Problem.
Gather each line of the records where "Riverholme" appears.

(Saved data entries)
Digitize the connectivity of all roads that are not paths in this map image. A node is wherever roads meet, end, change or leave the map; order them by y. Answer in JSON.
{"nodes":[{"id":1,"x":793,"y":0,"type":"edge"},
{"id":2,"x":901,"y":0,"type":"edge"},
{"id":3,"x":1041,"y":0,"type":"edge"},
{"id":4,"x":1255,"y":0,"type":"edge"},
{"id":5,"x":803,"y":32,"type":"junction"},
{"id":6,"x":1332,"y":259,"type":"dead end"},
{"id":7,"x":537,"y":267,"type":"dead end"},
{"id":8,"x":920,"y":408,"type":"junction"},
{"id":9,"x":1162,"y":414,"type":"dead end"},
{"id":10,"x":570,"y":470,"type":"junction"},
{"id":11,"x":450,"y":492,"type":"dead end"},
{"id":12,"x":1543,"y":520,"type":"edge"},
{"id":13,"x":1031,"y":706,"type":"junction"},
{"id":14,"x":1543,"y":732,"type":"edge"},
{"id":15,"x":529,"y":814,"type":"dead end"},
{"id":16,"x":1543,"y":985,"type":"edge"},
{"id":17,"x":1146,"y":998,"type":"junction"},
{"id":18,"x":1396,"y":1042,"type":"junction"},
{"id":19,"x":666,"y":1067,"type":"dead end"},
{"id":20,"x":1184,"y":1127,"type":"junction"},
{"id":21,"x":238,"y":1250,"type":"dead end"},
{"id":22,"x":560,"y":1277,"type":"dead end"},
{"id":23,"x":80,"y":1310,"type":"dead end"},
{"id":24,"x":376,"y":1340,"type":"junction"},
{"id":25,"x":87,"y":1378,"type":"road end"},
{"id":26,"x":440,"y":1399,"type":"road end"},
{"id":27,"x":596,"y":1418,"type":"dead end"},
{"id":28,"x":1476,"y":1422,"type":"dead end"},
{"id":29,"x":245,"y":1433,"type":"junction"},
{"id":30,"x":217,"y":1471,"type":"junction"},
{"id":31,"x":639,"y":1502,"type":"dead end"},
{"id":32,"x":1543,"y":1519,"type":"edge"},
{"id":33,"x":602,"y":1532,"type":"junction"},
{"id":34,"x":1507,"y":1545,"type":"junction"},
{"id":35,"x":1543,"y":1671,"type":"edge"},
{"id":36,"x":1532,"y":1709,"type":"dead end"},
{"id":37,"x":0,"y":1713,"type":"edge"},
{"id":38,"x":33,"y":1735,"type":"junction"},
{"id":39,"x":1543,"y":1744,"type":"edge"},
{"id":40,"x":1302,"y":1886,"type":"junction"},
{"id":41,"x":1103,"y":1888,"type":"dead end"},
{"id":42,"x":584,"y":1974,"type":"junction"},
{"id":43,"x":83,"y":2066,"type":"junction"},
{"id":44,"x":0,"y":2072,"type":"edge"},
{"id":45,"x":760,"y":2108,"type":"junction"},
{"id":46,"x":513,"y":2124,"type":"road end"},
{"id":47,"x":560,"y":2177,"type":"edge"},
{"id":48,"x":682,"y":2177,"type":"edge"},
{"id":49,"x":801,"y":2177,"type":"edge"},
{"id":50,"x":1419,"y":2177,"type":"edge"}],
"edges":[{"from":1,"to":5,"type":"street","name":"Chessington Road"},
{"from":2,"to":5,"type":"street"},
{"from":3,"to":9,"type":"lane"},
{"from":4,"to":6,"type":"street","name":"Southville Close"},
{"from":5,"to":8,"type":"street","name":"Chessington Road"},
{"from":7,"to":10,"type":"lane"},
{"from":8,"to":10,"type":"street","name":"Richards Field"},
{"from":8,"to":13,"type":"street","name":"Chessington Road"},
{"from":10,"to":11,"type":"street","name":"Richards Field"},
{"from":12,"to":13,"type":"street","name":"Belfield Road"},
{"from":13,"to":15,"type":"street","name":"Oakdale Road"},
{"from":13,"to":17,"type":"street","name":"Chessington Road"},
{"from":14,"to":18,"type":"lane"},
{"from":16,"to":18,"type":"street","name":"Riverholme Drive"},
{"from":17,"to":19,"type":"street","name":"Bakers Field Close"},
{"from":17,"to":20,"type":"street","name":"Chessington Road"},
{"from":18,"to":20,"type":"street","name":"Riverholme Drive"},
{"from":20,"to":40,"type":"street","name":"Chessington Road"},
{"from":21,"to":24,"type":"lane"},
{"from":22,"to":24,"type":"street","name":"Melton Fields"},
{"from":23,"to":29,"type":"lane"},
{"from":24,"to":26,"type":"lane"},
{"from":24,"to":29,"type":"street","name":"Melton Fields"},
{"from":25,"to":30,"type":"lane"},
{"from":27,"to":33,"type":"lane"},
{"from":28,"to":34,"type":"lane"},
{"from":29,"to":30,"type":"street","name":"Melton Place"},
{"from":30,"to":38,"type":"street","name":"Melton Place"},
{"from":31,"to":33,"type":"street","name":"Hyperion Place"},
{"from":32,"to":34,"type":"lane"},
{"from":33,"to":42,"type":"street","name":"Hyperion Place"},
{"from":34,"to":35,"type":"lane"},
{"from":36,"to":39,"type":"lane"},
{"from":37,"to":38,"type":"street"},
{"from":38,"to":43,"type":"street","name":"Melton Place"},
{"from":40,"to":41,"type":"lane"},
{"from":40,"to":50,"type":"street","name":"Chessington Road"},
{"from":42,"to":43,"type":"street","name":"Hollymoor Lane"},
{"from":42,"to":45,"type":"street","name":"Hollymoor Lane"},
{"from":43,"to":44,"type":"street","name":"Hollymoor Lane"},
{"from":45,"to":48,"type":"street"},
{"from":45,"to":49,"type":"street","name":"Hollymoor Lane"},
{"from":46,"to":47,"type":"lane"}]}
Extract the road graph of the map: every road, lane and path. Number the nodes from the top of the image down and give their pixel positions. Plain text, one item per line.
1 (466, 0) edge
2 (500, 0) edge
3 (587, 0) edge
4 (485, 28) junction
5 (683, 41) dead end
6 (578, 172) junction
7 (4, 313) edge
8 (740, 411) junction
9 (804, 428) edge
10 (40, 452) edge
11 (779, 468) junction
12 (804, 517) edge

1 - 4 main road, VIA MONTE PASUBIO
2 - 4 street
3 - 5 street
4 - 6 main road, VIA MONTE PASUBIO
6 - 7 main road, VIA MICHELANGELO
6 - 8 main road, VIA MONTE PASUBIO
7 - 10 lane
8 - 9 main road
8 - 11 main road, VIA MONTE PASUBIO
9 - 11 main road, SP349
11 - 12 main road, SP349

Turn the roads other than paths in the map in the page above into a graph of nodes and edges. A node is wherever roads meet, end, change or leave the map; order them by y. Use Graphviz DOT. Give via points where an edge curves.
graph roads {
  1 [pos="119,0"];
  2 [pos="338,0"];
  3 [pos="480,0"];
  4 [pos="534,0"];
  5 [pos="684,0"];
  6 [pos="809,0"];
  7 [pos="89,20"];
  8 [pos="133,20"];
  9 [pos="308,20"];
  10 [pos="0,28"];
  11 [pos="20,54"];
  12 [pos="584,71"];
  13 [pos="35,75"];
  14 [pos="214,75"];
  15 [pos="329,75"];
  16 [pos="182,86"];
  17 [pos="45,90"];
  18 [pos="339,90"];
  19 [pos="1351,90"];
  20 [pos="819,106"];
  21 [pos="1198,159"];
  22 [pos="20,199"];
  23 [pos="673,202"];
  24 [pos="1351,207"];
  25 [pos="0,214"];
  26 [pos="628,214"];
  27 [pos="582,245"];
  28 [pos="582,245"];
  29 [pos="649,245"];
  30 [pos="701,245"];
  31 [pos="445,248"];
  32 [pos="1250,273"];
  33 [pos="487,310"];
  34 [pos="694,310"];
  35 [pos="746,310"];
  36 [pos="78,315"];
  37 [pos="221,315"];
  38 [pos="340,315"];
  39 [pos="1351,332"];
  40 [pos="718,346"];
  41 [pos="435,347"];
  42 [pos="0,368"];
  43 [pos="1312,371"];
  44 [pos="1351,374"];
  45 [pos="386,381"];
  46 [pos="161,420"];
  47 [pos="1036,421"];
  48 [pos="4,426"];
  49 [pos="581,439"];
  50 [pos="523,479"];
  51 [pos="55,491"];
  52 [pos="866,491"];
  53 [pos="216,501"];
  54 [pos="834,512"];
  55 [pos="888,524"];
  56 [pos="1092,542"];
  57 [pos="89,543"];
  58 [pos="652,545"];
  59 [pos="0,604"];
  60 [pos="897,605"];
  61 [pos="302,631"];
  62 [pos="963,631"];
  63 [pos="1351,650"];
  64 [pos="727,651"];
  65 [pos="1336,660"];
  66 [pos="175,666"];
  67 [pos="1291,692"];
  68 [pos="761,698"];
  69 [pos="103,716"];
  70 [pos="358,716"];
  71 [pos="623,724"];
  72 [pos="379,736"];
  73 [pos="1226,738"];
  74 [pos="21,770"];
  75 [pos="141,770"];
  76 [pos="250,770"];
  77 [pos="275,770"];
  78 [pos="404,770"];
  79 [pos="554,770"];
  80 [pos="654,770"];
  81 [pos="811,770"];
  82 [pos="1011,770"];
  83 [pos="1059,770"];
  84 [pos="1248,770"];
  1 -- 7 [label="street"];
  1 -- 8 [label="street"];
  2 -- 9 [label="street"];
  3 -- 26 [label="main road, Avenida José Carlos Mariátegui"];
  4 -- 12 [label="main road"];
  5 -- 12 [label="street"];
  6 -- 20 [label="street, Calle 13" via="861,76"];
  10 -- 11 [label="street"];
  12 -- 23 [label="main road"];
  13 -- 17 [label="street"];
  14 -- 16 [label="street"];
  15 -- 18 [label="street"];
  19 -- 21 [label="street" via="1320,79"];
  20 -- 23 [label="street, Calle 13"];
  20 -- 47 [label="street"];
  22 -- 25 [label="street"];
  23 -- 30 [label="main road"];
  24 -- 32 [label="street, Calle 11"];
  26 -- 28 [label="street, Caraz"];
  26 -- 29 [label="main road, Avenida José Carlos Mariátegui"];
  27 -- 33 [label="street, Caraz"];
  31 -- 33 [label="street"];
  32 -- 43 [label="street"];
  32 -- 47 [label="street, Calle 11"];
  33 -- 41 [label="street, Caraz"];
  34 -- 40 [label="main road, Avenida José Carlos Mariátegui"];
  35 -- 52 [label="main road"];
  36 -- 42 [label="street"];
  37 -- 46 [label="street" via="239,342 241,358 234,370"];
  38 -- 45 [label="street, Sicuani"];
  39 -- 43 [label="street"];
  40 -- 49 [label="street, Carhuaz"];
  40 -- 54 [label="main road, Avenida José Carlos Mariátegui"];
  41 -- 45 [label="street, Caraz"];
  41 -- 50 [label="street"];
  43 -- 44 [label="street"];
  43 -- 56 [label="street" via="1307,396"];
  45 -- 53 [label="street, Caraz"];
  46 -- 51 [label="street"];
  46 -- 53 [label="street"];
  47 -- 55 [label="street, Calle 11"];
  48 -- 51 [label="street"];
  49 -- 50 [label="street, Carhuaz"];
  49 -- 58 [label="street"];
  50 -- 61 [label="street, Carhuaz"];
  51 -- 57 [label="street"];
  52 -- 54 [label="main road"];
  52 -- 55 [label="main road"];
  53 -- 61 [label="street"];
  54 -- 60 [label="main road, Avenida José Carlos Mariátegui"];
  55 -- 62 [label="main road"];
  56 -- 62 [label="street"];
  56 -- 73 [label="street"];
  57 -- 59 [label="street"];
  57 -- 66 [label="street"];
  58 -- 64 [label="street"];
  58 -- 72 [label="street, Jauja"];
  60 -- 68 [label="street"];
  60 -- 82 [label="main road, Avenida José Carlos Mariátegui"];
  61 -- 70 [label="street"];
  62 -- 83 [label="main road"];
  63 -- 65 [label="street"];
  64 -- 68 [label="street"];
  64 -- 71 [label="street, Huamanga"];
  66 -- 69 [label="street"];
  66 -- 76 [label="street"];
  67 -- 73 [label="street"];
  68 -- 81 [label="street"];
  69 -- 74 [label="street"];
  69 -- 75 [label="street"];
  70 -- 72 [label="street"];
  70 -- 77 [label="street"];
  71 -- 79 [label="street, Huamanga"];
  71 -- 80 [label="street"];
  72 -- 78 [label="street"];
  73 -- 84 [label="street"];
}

Solution for this exercise.
{"from":16,"to":18,"type":"street","name":"Riverholme Drive"},
{"from":18,"to":20,"type":"street","name":"Riverholme Drive"},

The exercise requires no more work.